-- Your goal --
Output all of the records exactly, word for word.
------
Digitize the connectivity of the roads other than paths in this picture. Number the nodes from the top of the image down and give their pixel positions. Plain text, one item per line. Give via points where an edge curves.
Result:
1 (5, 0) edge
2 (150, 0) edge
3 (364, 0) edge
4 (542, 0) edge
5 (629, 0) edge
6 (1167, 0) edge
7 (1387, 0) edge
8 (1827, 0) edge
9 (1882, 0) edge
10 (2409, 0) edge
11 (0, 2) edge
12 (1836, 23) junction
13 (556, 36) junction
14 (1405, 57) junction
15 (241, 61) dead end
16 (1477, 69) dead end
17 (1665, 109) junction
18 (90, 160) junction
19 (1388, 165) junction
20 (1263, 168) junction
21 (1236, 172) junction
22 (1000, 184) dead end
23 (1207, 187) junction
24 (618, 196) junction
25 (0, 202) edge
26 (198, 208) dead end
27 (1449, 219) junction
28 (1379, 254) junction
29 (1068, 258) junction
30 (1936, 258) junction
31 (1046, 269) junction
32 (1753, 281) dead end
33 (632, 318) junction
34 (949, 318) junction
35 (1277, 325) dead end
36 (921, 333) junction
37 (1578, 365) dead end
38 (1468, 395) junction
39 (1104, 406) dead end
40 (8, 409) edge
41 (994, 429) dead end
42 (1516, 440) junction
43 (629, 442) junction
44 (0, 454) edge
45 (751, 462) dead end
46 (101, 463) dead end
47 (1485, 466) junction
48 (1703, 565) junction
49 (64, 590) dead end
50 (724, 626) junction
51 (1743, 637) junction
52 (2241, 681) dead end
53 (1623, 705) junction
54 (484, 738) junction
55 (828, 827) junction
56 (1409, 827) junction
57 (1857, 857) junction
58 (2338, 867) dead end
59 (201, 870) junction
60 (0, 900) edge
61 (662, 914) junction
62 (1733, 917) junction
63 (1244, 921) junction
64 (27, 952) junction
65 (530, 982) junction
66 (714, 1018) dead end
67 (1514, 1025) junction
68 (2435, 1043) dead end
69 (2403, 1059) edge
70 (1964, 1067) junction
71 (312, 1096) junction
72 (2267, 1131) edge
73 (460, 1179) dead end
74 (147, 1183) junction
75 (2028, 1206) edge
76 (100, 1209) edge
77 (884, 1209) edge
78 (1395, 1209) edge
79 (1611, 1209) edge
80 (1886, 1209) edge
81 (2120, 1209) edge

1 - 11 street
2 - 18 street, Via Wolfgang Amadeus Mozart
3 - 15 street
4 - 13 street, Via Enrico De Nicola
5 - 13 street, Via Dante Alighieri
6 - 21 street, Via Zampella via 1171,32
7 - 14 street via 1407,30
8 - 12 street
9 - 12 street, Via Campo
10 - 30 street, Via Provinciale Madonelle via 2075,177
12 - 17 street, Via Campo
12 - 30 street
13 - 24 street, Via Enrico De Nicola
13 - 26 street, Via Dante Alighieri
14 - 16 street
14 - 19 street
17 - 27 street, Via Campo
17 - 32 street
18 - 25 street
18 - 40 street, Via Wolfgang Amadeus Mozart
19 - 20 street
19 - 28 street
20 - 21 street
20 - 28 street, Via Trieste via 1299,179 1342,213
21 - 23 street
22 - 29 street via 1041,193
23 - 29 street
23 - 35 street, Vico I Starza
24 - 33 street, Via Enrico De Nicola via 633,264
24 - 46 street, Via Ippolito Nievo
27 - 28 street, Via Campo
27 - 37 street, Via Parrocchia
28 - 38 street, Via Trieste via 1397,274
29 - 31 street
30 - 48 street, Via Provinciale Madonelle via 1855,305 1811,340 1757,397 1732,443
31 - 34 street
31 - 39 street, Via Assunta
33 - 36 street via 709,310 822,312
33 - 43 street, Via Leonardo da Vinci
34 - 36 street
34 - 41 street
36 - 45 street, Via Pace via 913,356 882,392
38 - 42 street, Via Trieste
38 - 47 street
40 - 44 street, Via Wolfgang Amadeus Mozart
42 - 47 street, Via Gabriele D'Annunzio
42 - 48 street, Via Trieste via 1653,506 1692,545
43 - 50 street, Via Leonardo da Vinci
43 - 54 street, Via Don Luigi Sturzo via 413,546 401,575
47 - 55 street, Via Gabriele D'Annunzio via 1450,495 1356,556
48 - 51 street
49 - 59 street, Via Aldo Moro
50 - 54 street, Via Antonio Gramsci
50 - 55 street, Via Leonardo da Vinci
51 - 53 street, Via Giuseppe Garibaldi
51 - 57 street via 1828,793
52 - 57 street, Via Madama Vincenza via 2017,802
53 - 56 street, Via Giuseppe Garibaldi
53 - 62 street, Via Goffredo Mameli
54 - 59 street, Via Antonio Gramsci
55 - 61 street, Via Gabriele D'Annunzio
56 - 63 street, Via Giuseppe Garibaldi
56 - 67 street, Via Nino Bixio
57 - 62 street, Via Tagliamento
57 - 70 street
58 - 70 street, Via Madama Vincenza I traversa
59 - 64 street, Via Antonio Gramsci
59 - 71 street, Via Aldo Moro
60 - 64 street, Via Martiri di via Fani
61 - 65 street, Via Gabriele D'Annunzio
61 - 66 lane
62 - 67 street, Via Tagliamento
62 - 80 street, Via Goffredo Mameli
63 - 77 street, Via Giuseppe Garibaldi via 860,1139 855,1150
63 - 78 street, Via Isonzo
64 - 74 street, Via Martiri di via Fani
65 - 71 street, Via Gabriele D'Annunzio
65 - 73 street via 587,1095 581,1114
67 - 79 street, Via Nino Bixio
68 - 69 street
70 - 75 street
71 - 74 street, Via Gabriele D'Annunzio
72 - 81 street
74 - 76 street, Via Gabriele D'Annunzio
------
-- Solution to this problem --
Digitize the connectivity of the roads other than paths in this picture. Number the nodes from the top of the image down and give their pixel positions. Plain text, one item per line. Give via points where an edge curves.
Result:
1 (5, 0) edge
2 (150, 0) edge
3 (364, 0) edge
4 (542, 0) edge
5 (629, 0) edge
6 (1167, 0) edge
7 (1387, 0) edge
8 (1827, 0) edge
9 (1882, 0) edge
10 (2409, 0) edge
11 (0, 2) edge
12 (1836, 23) junction
13 (556, 36) junction
14 (1405, 57) junction
15 (241, 61) dead end
16 (1477, 69) dead end
17 (1665, 109) junction
18 (90, 160) junction
19 (1388, 165) junction
20 (1263, 168) junction
21 (1236, 172) junction
22 (1000, 184) dead end
23 (1207, 187) junction
24 (618, 196) junction
25 (0, 202) edge
26 (198, 208) dead end
27 (1449, 219) junction
28 (1379, 254) junction
29 (1068, 258) junction
30 (1936, 258) junction
31 (1046, 269) junction
32 (1753, 281) dead end
33 (632, 318) junction
34 (949, 318) junction
35 (1277, 325) dead end
36 (921, 333) junction
37 (1578, 365) dead end
38 (1468, 395) junction
39 (1104, 406) dead end
40 (8, 409) edge
41 (994, 429) dead end
42 (1516, 440) junction
43 (629, 442) junction
44 (0, 454) edge
45 (751, 462) dead end
46 (101, 463) dead end
47 (1485, 466) junction
48 (1703, 565) junction
49 (64, 590) dead end
50 (724, 626) junction
51 (1743, 637) junction
52 (2241, 681) dead end
53 (1623, 705) junction
54 (484, 738) junction
55 (828, 827) junction
56 (1409, 827) junction
57 (1857, 857) junction
58 (2338, 867) dead end
59 (201, 870) junction
60 (0, 900) edge
61 (662, 914) junction
62 (1733, 917) junction
63 (1244, 921) junction
64 (27, 952) junction
65 (530, 982) junction
66 (714, 1018) dead end
67 (1514, 1025) junction
68 (2435, 1043) dead end
69 (2403, 1059) edge
70 (1964, 1067) junction
71 (312, 1096) junction
72 (2267, 1131) edge
73 (460, 1179) dead end
74 (147, 1183) junction
75 (2028, 1206) edge
76 (100, 1209) edge
77 (884, 1209) edge
78 (1395, 1209) edge
79 (1611, 1209) edge
80 (1886, 1209) edge
81 (2120, 1209) edge

1 - 11 street
2 - 18 street, Via Wolfgang Amadeus Mozart
3 - 15 street
4 - 13 street, Via Enrico De Nicola
5 - 13 street, Via Dante Alighieri
6 - 21 street, Via Zampella via 1171,32
7 - 14 street via 1407,30
8 - 12 street
9 - 12 street, Via Campo
10 - 30 street, Via Provinciale Madonelle via 2075,177
12 - 17 street, Via Campo
12 - 30 street
13 - 24 street, Via Enrico De Nicola
13 - 26 street, Via Dante Alighieri
14 - 16 street
14 - 19 street
17 - 27 street, Via Campo
17 - 32 street
18 - 25 street
18 - 40 street, Via Wolfgang Amadeus Mozart
19 - 20 street
19 - 28 street
20 - 21 street
20 - 28 street, Via Trieste via 1299,179 1342,213
21 - 23 street
22 - 29 street via 1041,193
23 - 29 street
23 - 35 street, Vico I Starza
24 - 33 street, Via Enrico De Nicola via 633,264
24 - 46 street, Via Ippolito Nievo
27 - 28 street, Via Campo
27 - 37 street, Via Parrocchia
28 - 38 street, Via Trieste via 1397,274
29 - 31 street
30 - 48 street, Via Provinciale Madonelle via 1855,305 1811,340 1757,397 1732,443
31 - 34 street
31 - 39 street, Via Assunta
33 - 36 street via 709,310 822,312
33 - 43 street, Via Leonardo da Vinci
34 - 36 street
34 - 41 street
36 - 45 street, Via Pace via 913,356 882,392
38 - 42 street, Via Trieste
38 - 47 street
40 - 44 street, Via Wolfgang Amadeus Mozart
42 - 47 street, Via Gabriele D'Annunzio
42 - 48 street, Via Trieste via 1653,506 1692,545
43 - 50 street, Via Leonardo da Vinci
43 - 54 street, Via Don Luigi Sturzo via 413,546 401,575
47 - 55 street, Via Gabriele D'Annunzio via 1450,495 1356,556
48 - 51 street
49 - 59 street, Via Aldo Moro
50 - 54 street, Via Antonio Gramsci
50 - 55 street, Via Leonardo da Vinci
51 - 53 street, Via Giuseppe Garibaldi
51 - 57 street via 1828,793
52 - 57 street, Via Madama Vincenza via 2017,802
53 - 56 street, Via Giuseppe Garibaldi
53 - 62 street, Via Goffredo Mameli
54 - 59 street, Via Antonio Gramsci
55 - 61 street, Via Gabriele D'Annunzio
56 - 63 street, Via Giuseppe Garibaldi
56 - 67 street, Via Nino Bixio
57 - 62 street, Via Tagliamento
57 - 70 street
58 - 70 street, Via Madama Vincenza I traversa
59 - 64 street, Via Antonio Gramsci
59 - 71 street, Via Aldo Moro
60 - 64 street, Via Martiri di via Fani
61 - 65 street, Via Gabriele D'Annunzio
61 - 66 lane
62 - 67 street, Via Tagliamento
62 - 80 street, Via Goffredo Mameli
63 - 77 street, Via Giuseppe Garibaldi via 860,1139 855,1150
63 - 78 street, Via Isonzo
64 - 74 street, Via Martiri di via Fani
65 - 71 street, Via Gabriele D'Annunzio
65 - 73 street via 587,1095 581,1114
67 - 79 street, Via Nino Bixio
68 - 69 street
70 - 75 street
71 - 74 street, Via Gabriele D'Annunzio
72 - 81 street
74 - 76 street, Via Gabriele D'Annunzio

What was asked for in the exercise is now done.